### The problem:
Only the number is wanted: state how many lines of the data below contain the word "lane".

### Provided information:
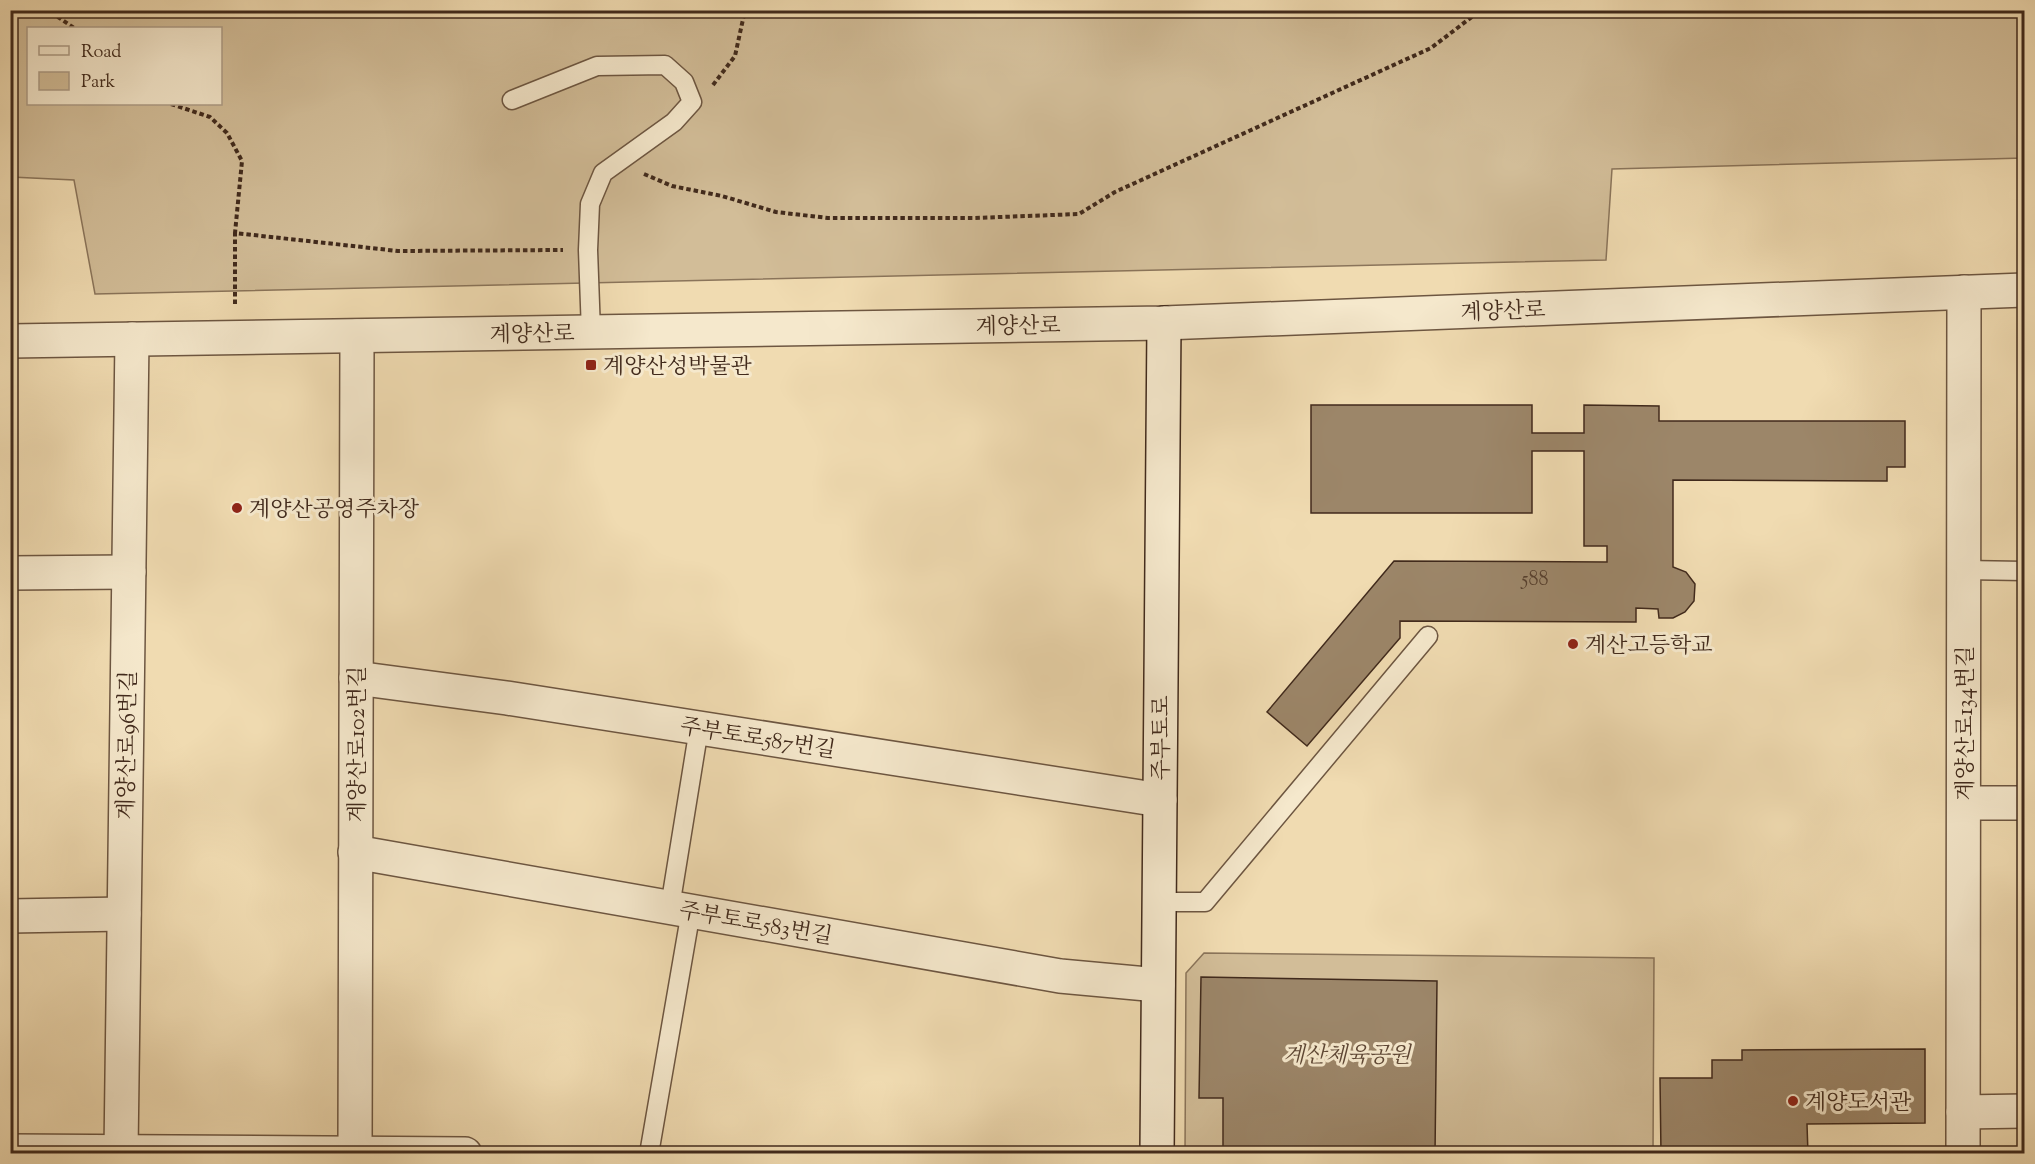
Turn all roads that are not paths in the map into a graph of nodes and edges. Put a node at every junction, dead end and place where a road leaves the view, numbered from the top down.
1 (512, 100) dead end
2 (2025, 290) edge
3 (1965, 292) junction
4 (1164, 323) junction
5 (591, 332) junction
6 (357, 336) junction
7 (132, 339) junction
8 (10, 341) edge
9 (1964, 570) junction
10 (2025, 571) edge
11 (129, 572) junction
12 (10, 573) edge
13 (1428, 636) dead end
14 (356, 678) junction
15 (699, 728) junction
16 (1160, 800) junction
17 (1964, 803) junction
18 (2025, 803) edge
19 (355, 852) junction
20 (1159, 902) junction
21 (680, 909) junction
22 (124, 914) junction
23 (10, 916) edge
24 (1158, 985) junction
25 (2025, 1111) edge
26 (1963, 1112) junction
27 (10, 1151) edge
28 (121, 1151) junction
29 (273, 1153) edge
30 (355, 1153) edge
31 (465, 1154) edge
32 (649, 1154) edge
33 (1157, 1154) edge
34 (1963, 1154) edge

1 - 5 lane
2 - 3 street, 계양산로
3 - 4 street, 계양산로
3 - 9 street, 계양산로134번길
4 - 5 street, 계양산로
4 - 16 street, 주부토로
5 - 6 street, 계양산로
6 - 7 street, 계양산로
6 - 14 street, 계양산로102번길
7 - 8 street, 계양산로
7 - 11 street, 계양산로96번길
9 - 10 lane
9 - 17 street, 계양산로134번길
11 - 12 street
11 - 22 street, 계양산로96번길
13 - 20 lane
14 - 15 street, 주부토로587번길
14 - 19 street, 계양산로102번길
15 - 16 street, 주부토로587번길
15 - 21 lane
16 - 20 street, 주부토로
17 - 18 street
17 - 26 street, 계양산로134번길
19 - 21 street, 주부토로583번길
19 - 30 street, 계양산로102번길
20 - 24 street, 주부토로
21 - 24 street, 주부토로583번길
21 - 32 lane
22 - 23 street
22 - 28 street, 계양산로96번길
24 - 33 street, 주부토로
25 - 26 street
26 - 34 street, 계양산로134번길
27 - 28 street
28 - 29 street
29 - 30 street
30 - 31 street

* * *

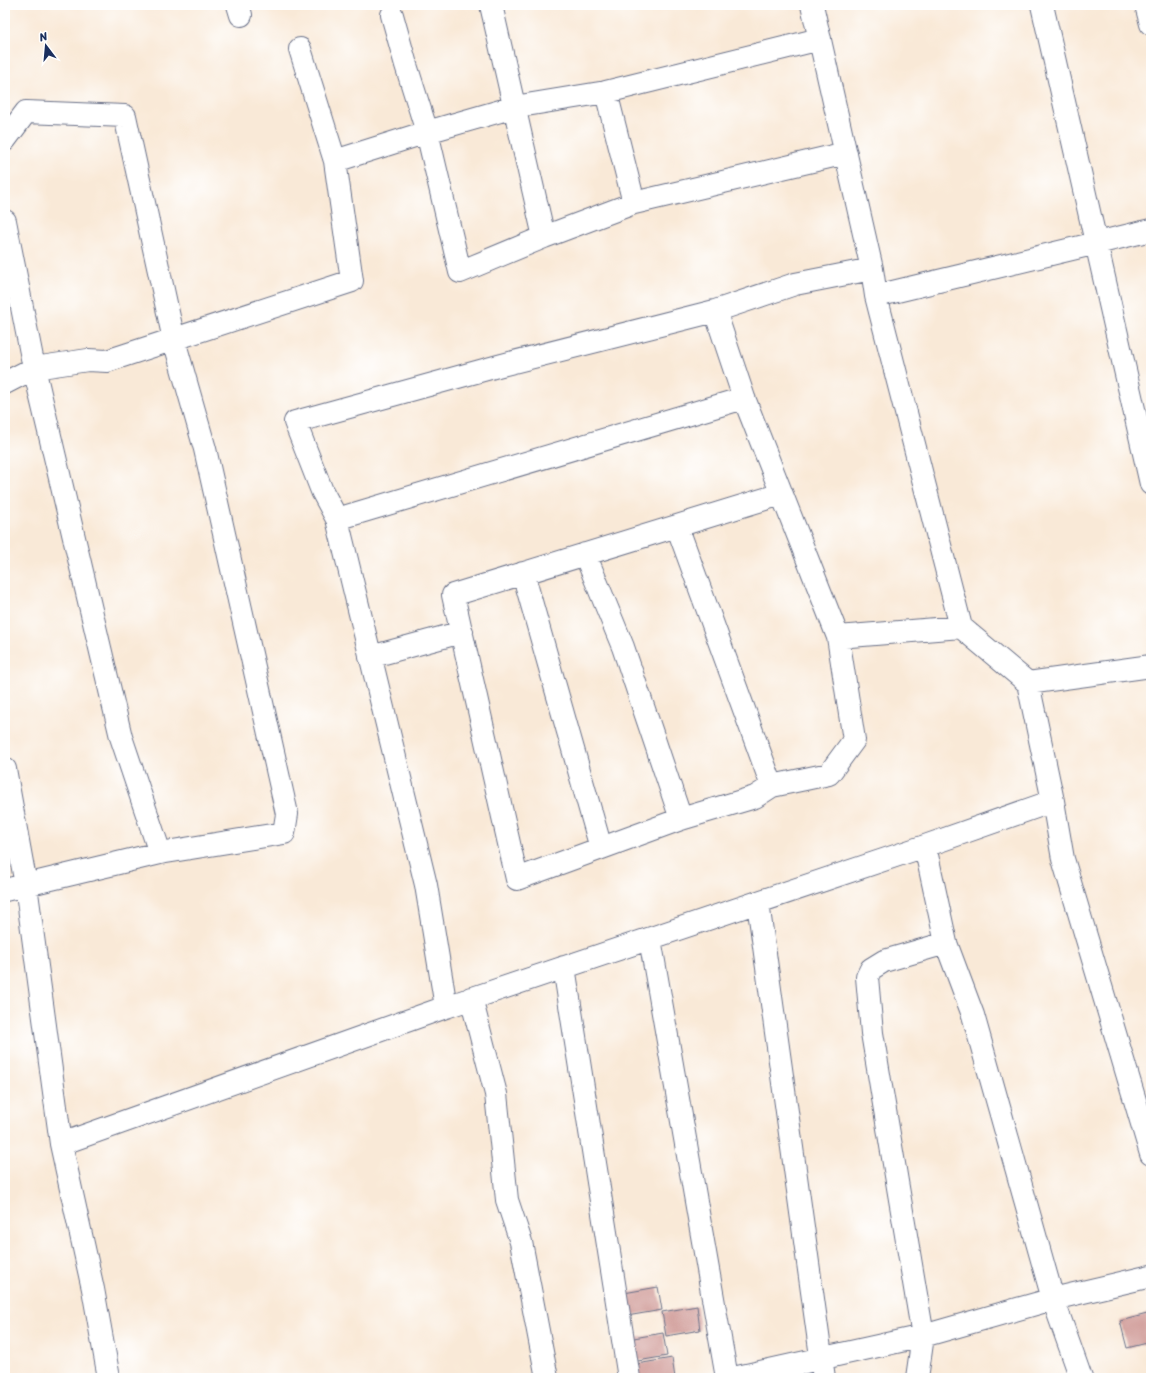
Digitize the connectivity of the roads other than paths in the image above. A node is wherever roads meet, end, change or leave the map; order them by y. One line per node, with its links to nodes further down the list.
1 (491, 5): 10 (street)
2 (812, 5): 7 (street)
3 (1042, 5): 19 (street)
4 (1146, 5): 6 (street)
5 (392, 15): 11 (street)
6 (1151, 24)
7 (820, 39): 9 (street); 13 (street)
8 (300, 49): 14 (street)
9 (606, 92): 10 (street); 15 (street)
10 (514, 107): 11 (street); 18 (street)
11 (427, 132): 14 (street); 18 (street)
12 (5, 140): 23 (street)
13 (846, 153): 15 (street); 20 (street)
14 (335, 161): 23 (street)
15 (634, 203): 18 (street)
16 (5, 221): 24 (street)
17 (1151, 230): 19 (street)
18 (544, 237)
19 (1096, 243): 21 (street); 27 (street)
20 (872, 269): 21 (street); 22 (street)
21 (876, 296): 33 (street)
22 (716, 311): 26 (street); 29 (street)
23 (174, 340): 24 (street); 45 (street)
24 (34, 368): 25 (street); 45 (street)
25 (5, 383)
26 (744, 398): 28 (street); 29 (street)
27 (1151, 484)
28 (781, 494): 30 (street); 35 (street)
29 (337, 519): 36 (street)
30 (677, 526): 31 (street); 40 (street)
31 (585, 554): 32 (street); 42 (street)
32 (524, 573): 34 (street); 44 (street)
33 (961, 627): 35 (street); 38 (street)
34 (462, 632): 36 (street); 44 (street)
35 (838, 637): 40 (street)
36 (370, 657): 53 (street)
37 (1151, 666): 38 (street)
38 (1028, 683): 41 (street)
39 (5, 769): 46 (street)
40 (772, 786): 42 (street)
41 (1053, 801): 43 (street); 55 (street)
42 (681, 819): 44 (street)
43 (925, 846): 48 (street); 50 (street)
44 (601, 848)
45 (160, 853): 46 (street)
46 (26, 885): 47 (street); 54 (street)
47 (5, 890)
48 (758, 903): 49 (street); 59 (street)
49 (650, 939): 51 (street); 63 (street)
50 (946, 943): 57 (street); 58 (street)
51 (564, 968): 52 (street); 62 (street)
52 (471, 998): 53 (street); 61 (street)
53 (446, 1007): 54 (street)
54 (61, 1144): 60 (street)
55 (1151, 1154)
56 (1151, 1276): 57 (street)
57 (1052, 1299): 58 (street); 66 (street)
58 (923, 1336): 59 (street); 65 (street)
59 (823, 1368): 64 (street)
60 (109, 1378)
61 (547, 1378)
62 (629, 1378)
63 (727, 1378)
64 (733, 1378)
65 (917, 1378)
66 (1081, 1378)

### Exercise answer:
5